目前,龟鳖动物关于体组织细胞培养存在着生长缓慢、无法稳定传代、生长不稳定等诸多问题,主要原因是没有摸索出龟鳖动物细胞生长的培育条件,而龟鳖动物卵巢细胞的培养也只在中华鳖中有相关报道。然而,黄喉拟水龟卵巢细胞与中华鳖卵巢细胞在细胞的最佳培养条件(温度、pH)、培养基配方上存在着不同,使用中华鳖卵巢细胞的培养基,黄喉拟水龟卵巢细胞无法生长。鉴于此,探寻一种黄喉拟水龟卵巢细胞体外分离培养的方法对于黄喉拟水龟繁殖效率提高及珍稀物种种质资源的保存利用具有重要意义。
发明内容
本发明的目的是提供一种黄喉拟水龟卵巢细胞的分离培养方法,以解决上述现有技术存在的问题,能获得高存活率且稳定传代的黄喉拟水龟卵巢细胞系。
为实现上述目的,本发明提供了如下方案:
本发明提供一种黄喉拟水龟卵巢细胞的分离培养方法,包括以下步骤:
(1)黄喉拟水龟卵巢组织依次经胶原蛋白酶Ⅰ型和胰蛋白酶消化后,终止消化反应,之后分离得到消化后细胞;
(2)所述消化后细胞在完全培养基中经原代培养和传代培养得到所述黄喉拟水龟卵巢细胞;所述完全培养基包括以下成分:杜氏伊格尔培养基13.5-14g/L、HEPES粉末4.76g/L、非必需氨基酸0.01-0.02mM、丙酮酸钠0.1-0.2mM、双抗 penicillin/streptomycin 50-100μM、β-巯基乙醇100-150μM、亚硒酸钠1-2nM、胎牛血清150-200mL/L、鱼血清2-4mL/L、鸡血清10-15mL/L、生长因子5-10ng/L。
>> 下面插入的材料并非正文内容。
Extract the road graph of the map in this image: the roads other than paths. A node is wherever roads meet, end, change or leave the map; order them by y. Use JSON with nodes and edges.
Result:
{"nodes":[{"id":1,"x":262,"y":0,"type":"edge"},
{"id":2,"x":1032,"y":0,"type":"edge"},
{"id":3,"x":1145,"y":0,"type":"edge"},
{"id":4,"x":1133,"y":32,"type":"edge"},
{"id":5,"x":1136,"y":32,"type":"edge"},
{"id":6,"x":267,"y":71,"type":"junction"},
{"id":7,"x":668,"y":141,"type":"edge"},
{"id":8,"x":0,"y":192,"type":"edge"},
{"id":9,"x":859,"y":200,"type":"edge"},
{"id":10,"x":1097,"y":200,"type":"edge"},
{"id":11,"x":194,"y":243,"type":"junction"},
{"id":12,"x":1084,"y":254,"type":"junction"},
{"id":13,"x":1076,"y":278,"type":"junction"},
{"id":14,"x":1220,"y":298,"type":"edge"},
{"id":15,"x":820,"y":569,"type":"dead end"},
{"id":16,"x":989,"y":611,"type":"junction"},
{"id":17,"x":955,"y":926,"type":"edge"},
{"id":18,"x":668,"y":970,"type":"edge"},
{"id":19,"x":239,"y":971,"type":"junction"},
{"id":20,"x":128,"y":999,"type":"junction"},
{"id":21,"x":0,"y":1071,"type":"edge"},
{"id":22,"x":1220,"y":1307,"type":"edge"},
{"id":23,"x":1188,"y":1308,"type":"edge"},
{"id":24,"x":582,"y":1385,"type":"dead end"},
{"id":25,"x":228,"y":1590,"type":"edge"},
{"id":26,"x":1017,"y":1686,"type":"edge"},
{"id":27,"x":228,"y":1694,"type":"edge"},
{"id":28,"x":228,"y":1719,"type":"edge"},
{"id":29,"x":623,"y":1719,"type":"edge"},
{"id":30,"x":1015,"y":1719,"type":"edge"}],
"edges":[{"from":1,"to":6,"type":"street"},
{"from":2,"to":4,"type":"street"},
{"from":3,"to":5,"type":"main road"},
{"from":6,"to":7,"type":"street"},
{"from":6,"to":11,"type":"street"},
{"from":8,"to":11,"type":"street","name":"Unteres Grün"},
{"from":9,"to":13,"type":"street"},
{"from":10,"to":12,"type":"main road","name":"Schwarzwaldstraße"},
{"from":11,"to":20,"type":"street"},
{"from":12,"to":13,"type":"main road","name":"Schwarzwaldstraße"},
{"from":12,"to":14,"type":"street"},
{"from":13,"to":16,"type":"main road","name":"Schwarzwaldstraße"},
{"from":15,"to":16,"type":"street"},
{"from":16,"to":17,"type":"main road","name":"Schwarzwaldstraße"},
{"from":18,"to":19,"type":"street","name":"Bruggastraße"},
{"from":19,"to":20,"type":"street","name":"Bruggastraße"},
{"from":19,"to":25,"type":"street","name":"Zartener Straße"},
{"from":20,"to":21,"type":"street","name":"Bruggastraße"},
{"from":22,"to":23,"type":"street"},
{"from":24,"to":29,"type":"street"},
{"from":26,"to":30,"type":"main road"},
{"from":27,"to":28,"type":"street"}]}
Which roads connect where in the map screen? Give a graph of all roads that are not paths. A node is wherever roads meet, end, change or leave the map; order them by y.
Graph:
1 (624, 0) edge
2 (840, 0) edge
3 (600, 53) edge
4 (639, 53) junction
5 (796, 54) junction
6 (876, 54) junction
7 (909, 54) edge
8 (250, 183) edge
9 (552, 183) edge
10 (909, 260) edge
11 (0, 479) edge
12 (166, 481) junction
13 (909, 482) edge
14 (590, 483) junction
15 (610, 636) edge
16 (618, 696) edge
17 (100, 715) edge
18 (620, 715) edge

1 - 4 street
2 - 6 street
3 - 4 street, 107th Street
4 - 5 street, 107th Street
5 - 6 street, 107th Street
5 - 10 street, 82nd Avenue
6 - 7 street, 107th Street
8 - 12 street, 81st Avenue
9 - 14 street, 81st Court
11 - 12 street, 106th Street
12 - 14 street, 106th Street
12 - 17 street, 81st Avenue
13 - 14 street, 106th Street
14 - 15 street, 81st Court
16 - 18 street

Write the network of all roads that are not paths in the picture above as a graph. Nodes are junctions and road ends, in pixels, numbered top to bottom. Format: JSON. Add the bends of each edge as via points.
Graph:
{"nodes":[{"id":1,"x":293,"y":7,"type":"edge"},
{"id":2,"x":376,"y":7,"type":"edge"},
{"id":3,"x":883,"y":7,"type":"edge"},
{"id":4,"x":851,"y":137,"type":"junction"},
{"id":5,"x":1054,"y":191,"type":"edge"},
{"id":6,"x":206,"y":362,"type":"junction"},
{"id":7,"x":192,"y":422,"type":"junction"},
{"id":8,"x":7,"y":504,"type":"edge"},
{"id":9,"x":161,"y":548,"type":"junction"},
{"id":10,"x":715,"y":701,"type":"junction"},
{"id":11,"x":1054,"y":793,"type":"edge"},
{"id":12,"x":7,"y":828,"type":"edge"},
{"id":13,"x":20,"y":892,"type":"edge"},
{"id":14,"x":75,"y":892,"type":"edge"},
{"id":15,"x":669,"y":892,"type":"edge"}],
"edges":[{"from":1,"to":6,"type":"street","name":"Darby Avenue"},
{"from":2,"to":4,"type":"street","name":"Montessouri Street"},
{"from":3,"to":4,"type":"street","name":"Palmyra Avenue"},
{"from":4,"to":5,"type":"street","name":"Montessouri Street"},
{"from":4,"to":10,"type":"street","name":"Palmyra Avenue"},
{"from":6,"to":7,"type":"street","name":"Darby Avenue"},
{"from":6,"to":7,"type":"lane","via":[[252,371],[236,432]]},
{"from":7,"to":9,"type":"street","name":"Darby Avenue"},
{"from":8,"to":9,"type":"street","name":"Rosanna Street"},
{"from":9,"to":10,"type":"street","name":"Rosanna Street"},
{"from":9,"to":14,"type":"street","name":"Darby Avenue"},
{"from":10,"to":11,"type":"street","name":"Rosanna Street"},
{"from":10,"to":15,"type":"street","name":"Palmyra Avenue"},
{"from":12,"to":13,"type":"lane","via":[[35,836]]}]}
进一步地,在步骤(1)中,所述胶原蛋白酶Ⅰ型的工作浓度为1mg/mL。
进一步地,在步骤(1)中,所述胶原蛋白酶Ⅰ型的消化时间为20min。
进一步地,在步骤(1)中,所述胰蛋白酶的质量百分含量为0.025-0.25%。
进一步地,在步骤(1)中,所述胰蛋白酶的消化时间为5~20min。
进一步地,在步骤(1)中,利用胎牛血清终止消化反应。
进一步地,在步骤(2)中,所述完全培养基的pH为7.4~7.6。
进一步地,在步骤(2)中,所述原代培养和传代培养的培养温度为27~29℃。
本发明公开了以下技术效果:
本发明提供了一种能够高效分离培养黄喉拟水龟卵巢细胞的方法,该方法操作方便,培养细胞的成活率高,能够建立稳定的黄喉拟水龟卵巢细胞体外原代及传代培养体系。本发明培养的黄喉拟水龟卵巢细胞系能够成功感染外源基因,为研究黄喉拟水龟生殖发育及相关领域研究提供了体外技术平台。
附图说明
为了更清楚地说明本发明实施例或现有技术中的技术方案,下面将对实施例中所需要使用的附图作简单地介绍,显而易见地,下面描述中的附图仅仅是本发明的一些实施例,对于本领域普通技术人员来讲,在不付出创造性劳动的前提下,还可以根据这些附图获得其他的附图。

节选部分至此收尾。